Ah! Thanks. The light dawns. So my test was too strict. Can people
please try the following test instead? This parenthesizes the ":", so
that the shell need not preserve the stdin fd.
if (ulimit -n 10 && (:) <&-) 2>/dev/null
then echo OK
else echo Houston we have a problem
fi
This works for me with Bash and Dash (Ubuntu 10.10). On Solaris 10 it
works with /bin/sh and with ksh and zsh. It fails with pdksh and
ksh93 on Ubuntu 10.10; this isn't great, but it's good enough for a
tar test script. Eventually people can get around to fixing their
shells: the file-descriptor-10 trick is not needed for subprocesses,
so the above test should work in any decent shell.
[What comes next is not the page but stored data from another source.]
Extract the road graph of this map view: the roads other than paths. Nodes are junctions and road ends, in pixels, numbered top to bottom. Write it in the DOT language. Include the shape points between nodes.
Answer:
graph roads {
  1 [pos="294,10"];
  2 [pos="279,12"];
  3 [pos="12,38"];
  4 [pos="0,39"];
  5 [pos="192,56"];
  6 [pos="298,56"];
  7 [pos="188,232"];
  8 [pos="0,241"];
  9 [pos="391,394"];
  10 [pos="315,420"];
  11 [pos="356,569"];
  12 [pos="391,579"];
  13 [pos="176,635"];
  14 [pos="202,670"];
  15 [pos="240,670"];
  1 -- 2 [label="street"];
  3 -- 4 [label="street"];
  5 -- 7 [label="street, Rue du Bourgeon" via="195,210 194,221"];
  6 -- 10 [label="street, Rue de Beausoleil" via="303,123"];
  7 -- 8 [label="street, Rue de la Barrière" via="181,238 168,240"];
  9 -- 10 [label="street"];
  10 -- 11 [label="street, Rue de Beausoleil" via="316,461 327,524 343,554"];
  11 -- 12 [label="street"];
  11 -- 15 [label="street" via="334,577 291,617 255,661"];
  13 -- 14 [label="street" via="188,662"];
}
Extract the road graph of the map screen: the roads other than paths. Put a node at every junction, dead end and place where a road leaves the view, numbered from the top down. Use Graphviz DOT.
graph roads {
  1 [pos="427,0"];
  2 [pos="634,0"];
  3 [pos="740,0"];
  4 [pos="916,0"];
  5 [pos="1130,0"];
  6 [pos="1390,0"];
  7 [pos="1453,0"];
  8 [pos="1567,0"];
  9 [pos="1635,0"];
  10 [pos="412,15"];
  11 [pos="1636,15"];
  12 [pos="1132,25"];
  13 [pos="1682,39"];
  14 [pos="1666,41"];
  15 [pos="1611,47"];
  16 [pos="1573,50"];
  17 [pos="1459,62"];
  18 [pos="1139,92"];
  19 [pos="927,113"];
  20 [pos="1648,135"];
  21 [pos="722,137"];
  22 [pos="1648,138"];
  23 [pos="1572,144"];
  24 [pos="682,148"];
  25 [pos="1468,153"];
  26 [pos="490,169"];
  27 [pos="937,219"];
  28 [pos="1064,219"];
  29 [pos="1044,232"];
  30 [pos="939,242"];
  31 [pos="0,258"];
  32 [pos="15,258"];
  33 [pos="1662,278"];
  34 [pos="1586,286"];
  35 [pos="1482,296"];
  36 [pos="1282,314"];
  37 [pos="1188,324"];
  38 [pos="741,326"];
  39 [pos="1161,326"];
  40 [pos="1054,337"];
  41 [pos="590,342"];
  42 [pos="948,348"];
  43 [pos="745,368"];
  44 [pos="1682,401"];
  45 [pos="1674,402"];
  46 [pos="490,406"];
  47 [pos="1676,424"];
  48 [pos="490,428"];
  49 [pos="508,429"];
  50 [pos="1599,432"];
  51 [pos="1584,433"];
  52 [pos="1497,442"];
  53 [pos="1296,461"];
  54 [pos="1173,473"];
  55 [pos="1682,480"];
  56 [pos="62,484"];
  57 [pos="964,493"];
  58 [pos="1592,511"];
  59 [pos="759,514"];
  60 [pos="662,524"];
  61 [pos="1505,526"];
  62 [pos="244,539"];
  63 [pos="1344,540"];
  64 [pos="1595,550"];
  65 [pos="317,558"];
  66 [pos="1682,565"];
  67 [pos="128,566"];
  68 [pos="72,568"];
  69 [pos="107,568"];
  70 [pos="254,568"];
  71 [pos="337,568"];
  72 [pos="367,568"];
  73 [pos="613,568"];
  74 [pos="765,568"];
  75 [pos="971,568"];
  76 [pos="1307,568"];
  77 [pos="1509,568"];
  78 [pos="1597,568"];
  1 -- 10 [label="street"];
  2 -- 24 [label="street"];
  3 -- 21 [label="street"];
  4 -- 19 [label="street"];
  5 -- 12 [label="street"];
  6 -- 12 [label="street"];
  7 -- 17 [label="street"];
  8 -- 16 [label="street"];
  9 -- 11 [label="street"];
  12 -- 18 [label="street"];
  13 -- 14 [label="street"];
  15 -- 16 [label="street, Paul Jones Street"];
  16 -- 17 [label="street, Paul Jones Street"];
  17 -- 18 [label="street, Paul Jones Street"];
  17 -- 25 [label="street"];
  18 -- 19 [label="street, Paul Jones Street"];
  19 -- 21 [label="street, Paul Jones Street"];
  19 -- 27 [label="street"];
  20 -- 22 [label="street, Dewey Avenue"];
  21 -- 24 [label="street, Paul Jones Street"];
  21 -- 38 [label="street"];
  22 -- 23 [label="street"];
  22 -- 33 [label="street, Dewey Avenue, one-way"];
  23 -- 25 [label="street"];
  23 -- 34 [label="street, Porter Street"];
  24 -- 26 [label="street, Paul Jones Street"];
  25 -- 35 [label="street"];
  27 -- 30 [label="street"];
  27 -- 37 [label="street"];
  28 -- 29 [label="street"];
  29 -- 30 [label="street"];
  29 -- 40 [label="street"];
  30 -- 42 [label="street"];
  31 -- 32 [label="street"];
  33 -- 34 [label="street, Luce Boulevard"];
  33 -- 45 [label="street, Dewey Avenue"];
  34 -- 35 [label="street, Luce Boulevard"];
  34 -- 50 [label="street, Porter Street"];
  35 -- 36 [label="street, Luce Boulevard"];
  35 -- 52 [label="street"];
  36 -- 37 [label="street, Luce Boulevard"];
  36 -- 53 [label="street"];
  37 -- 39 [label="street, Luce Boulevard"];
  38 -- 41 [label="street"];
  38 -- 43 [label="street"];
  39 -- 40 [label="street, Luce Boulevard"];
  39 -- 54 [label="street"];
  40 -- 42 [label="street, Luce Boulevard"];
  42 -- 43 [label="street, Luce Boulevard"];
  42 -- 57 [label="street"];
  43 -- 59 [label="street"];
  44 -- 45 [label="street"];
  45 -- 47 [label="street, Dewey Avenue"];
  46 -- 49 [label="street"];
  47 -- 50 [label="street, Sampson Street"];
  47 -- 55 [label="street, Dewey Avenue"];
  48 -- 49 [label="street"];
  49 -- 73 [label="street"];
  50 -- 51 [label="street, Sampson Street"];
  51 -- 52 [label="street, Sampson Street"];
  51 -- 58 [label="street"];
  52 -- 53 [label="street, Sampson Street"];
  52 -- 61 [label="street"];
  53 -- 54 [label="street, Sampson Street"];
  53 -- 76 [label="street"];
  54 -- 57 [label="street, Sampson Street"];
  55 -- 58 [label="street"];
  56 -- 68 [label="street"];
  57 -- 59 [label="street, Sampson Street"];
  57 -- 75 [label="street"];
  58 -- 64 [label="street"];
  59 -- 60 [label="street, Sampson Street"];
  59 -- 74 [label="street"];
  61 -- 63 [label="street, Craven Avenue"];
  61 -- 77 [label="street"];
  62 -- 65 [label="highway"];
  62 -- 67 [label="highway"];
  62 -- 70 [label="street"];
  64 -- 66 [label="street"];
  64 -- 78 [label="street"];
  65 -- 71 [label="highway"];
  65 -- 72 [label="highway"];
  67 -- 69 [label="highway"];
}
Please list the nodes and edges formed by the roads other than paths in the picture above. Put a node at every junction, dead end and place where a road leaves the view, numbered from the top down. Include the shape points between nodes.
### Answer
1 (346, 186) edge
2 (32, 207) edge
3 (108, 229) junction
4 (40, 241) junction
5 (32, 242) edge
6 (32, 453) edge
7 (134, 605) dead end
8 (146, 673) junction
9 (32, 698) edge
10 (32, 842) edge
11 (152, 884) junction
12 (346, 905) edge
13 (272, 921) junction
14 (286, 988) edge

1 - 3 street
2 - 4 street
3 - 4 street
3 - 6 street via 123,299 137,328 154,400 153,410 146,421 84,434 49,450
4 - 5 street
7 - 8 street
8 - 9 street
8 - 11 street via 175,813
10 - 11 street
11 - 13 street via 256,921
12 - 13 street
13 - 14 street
> At this point, I think that tar should fix its testsuite to use a larger
> ulimit -n setting; 10 is just too small for most shells out there,
> whether or not you also consider this a shell bug.
But that would break the test. The test depends on starting tar with
a known number of available file descriptors. With ulimit -n 13,
there's no portable shell-script way to know exactly how many file
descriptors are available.
> In fact, bash is *silently* losing stdin for all subsequent commands.
That is clearly a bug in bash. Have you filed a bug report? I can
give it a whirl if you haven't.
I agree that Autoconf should document this business. What a mess!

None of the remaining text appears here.